Saved entries
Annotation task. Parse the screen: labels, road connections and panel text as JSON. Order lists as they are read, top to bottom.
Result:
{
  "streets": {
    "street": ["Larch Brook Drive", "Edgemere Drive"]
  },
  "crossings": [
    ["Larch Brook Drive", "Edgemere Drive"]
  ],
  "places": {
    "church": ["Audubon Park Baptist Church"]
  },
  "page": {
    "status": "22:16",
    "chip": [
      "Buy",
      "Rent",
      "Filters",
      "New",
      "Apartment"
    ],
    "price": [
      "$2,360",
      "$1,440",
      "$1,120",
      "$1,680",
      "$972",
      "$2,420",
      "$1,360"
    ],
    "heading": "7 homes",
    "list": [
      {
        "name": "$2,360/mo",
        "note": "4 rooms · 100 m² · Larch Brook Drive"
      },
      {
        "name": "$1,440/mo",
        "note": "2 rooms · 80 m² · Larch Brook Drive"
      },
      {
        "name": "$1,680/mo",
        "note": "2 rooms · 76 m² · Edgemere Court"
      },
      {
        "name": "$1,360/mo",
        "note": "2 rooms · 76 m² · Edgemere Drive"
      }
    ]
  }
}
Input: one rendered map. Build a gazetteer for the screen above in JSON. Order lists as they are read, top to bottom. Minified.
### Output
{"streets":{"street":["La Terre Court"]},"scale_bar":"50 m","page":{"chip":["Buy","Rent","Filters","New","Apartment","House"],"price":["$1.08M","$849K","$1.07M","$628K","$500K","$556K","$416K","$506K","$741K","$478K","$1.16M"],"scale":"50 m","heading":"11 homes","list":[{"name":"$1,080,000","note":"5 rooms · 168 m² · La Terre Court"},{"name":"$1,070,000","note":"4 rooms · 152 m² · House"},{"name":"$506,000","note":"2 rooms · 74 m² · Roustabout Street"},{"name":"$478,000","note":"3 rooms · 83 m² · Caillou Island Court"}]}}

## What you are asked to do
Extract every line from the one containing "Input: one rendered" to the end of the entries, including both of those lines, exactly as given and with nothing added.

## Exercise output
Input: one rendered map. Build a gazetteer for the screen above in JSON. Order lists as they are read, top to bottom. Minified.
### Output
{"streets":{"street":["La Terre Court"]},"scale_bar":"50 m","page":{"chip":["Buy","Rent","Filters","New","Apartment","House"],"price":["$1.08M","$849K","$1.07M","$628K","$500K","$556K","$416K","$506K","$741K","$478K","$1.16M"],"scale":"50 m","heading":"11 homes","list":[{"name":"$1,080,000","note":"5 rooms · 168 m² · La Terre Court"},{"name":"$1,070,000","note":"4 rooms · 152 m² · House"},{"name":"$506,000","note":"2 rooms · 74 m² · Roustabout Street"},{"name":"$478,000","note":"3 rooms · 83 m² · Caillou Island Court"}]}}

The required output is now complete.